In this episode, you’ll learn about this podcast and what you can expect from future episodes, about my sister Louise, the family dance business that Louise spearheaded, why Louise declares that all dancers are special, and the recent graduate Louise approached in the airport.
Hey, everybody. This is Laurie Johnson. What’s happening?
OK, so what’s happening in my world? I’ve been working on creating a call-in podcast for I don’t know how long. And I’m setting up my life to transition into podcasting bliss. Last month I took calls because I’ve always wanted to host a call in show. I took the calls and made the conversations, had a jolly good time, sent the audio file to music man. He added the intro outro, and I was ready to send the files to Libsyn for the hosting, and I just happened to be on the phone with one of my nieces.
And of course we were talking about me and….kidding. But at that moment we were. We’re both getting excited. Yes I’ve got the calls. You’ve got the calls too, yes.
So I don’t know how I positioned it. I don’t know if I was like I’m going to allow you the privilege of listening to a few call or if it was, girl, let me know if I’m OK. You know. Help me limit my exposure.
Either way I sent her three files and it took a while to get back to me. Like 24 hours I hadn’t heard anything, but always remember that what you’re working on is a priority for you but it doesn’t necessarily mean it’s a priority in the life of others. So always be cognizant of that. And so you don’t blow up somebody’s phone like, “Did you listen, did you listen?”
So she calls finally and she says, “Auntie. you can’t talk to people like that.” So I was like, Oh here we go.

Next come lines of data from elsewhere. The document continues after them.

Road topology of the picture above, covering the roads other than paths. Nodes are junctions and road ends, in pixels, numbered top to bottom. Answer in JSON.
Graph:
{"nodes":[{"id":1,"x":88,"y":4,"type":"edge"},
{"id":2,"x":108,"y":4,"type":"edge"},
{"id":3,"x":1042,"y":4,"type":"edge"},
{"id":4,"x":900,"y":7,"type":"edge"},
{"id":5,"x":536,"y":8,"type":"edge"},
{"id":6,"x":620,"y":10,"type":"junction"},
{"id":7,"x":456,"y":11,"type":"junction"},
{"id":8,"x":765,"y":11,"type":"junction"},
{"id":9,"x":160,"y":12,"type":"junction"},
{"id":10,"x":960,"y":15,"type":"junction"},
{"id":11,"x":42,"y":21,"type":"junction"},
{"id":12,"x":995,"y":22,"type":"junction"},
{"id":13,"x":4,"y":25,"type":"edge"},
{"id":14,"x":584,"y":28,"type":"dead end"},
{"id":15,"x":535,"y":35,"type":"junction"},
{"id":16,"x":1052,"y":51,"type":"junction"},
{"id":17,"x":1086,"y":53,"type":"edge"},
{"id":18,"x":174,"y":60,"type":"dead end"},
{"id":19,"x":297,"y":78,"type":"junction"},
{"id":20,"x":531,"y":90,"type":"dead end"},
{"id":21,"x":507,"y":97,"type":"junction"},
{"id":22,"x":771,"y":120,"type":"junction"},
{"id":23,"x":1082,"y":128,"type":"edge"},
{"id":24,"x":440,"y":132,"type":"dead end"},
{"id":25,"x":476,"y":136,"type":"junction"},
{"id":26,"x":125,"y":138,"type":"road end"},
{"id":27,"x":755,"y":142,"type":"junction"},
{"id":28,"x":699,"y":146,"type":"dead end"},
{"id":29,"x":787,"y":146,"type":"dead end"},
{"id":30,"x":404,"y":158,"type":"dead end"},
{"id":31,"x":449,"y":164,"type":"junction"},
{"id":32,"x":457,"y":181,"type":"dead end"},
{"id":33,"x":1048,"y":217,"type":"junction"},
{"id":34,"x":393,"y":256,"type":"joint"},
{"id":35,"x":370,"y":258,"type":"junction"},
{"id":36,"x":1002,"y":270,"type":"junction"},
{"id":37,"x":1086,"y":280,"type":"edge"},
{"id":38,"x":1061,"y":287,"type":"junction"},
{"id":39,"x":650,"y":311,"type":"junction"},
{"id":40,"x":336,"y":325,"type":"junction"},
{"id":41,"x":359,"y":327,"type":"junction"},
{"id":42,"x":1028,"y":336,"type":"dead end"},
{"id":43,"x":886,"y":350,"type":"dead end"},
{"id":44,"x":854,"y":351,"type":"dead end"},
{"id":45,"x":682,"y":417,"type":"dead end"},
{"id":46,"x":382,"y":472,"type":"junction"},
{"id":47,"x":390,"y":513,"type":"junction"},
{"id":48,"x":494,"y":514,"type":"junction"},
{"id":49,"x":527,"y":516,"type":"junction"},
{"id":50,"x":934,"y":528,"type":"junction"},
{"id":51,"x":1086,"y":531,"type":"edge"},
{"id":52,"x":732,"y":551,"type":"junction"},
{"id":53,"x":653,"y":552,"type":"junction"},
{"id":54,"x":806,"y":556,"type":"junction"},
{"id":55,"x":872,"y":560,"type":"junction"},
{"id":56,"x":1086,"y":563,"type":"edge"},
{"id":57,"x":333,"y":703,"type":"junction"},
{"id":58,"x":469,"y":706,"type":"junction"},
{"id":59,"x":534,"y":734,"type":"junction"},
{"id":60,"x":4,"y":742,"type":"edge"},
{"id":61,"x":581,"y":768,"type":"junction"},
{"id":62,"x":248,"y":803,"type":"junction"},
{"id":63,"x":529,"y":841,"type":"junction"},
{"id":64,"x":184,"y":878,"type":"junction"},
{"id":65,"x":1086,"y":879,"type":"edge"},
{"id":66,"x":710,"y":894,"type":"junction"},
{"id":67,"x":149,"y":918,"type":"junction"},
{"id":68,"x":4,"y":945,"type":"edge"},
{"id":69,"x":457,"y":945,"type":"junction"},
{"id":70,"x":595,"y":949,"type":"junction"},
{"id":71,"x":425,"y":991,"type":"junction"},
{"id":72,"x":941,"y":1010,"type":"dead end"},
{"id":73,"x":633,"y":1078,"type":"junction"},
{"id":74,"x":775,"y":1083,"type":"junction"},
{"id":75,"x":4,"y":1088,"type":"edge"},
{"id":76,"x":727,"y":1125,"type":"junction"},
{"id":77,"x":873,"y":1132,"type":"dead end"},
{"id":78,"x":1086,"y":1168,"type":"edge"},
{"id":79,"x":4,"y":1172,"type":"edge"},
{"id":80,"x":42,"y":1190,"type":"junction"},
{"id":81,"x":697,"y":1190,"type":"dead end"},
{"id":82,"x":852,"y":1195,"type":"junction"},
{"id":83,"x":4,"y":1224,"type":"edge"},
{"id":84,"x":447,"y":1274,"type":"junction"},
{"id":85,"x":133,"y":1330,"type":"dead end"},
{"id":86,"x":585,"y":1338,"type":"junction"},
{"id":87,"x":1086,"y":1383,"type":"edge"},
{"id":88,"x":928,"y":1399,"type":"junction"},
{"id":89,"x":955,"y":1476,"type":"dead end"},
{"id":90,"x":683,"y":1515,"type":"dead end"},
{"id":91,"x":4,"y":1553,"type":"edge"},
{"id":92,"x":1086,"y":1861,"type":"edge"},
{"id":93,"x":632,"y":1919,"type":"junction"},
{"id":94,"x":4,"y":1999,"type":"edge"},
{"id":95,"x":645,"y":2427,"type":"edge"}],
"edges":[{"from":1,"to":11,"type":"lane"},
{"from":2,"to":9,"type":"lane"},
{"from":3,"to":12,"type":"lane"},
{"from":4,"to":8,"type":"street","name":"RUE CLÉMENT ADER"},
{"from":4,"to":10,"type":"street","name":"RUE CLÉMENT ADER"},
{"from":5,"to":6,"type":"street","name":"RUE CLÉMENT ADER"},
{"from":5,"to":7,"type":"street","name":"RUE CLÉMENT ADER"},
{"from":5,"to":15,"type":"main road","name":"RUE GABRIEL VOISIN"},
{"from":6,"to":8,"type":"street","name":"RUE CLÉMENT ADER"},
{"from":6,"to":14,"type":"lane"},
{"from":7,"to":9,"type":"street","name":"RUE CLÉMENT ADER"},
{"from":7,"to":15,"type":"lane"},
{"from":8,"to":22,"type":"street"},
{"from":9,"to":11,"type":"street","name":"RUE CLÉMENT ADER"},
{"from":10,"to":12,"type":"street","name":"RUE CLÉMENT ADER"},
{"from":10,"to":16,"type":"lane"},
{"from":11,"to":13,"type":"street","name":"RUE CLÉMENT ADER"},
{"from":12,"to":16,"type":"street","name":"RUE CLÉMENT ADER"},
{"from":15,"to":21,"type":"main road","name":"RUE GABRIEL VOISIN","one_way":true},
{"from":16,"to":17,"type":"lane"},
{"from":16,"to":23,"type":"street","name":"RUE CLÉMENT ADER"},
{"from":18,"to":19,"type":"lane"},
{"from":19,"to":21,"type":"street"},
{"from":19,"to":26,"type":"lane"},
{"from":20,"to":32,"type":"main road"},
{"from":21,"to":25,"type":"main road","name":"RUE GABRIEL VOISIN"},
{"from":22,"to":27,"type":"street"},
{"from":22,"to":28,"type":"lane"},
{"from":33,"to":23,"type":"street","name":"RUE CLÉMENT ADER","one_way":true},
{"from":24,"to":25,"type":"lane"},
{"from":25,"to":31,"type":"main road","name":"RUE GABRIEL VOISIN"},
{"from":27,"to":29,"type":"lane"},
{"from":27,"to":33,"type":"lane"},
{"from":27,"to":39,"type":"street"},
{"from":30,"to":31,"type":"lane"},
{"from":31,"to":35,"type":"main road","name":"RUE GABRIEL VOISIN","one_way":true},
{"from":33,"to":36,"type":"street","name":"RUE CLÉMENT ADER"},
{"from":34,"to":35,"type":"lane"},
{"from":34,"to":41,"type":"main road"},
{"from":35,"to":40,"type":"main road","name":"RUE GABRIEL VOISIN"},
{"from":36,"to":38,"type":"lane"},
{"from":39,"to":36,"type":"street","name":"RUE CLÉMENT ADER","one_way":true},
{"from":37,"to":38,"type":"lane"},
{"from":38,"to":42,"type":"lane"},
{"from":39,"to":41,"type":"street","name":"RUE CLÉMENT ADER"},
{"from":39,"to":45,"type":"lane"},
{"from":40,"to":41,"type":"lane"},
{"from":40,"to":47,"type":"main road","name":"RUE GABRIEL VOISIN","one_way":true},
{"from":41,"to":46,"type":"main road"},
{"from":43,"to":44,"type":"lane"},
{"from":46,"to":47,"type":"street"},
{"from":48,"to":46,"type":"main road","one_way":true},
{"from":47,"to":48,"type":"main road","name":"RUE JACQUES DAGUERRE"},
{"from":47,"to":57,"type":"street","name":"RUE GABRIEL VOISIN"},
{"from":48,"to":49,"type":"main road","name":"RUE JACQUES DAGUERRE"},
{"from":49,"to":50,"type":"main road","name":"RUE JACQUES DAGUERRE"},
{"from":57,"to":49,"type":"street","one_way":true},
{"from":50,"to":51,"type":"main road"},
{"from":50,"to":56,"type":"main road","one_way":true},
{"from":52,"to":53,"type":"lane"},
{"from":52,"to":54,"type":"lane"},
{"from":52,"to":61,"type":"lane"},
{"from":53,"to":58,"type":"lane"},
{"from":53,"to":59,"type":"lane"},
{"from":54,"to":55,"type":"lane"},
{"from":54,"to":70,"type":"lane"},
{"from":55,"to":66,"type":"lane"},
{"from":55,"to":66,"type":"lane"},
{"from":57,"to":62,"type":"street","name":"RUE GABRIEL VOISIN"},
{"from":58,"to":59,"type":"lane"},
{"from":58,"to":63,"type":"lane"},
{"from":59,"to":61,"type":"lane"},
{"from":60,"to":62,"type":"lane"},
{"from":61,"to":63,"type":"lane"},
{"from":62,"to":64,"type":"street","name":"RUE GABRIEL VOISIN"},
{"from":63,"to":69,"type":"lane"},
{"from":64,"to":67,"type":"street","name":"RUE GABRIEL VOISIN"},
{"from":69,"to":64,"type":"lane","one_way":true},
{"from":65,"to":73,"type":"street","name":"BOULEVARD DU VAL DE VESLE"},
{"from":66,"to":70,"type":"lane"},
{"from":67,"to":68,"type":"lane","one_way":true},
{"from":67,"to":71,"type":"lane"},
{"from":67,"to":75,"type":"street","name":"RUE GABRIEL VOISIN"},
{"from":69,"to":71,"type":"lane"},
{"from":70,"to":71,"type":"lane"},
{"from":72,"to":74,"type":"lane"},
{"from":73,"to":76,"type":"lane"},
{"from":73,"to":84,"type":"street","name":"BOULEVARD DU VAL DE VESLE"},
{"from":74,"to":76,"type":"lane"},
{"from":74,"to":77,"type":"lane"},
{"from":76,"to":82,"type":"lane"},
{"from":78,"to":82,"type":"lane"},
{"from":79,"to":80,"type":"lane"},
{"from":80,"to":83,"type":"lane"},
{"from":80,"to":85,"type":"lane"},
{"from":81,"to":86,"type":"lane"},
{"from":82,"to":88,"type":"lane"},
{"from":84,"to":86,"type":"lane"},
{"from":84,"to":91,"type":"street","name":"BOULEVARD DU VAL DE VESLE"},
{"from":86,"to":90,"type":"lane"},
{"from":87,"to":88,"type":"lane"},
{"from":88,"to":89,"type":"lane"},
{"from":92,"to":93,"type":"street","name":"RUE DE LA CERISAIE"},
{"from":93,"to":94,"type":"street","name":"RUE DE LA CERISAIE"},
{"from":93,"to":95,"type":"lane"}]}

So she told me a lot of things. It was painful. I didn’t want to hear it but it was so horrific that I just had to listen. Like really. You know how when you’re surfing the web and those headlines are just so gripping. You just have to listen and you want to click but you don’t want to. It was like that. I had to listen. So it was hurtful.
And of course I’m like a regular human being defensive – nothing but excuses and explanations. But as I was giving her my excuses and explanations I was accessing the folders and the files in Dropbox and renaming the folder. SHUT DOWN.
And so sometimes when we hear something about ourselves it could bother us and bring us to our knees because either we can’t or we won’t accept what may have credence. We don’t want to hear it. My little tip is this: takes time to get used to hearing things about yourself so if people give you a little clues, listen. It doesn’t mean that they’re right. Just keep your mind open so you can have awareness about yourself.
So what my niece told me is what people have been telling me for years – the same old story. You’re rude, you’re abrupt You’re direct; you don’t have a filter, just bam, your breath stinks.
So I’m like, what’s wrong with that?
So I ended the phone call with my niece trying not to be mad at her. I had my own pity party for a few days, although I did remain optimistic while doing so, going through the phases anger, denial, finally get to acceptance. And then you have to consider your options moving forward.
And so my options were to quit…huh, keep whining…huh, worry about it — I don’t think so — proceed – but try something new. So that’s why I’m starting with interviews, and by doing a few interviews up front, people that don’t know me can get a feel for my quick talking pace and know that I really don’t mean any harm.
And you may be wondering, what kind of people are you going to interview. I’m interviewing anyone who is active in their life. That’s it. Like the guy who did my taxes the other day. Yes, it’s June, and I just did my taxes. He’s active in his life. I’m having him on that show. He’s like 27 years old and a real nerd.
And I do still plan to take phone calls. I’ll probably do something Iike, “Call-in Fridays.” I’ll keep you posted as to when the phone lines open and I’m going to try to be really nice. I really am. I’ll be gentle and tender. You know what though? The first week I met my wife, she was telling me the same things. She’s still around. How bad can I be really? I’m harmless.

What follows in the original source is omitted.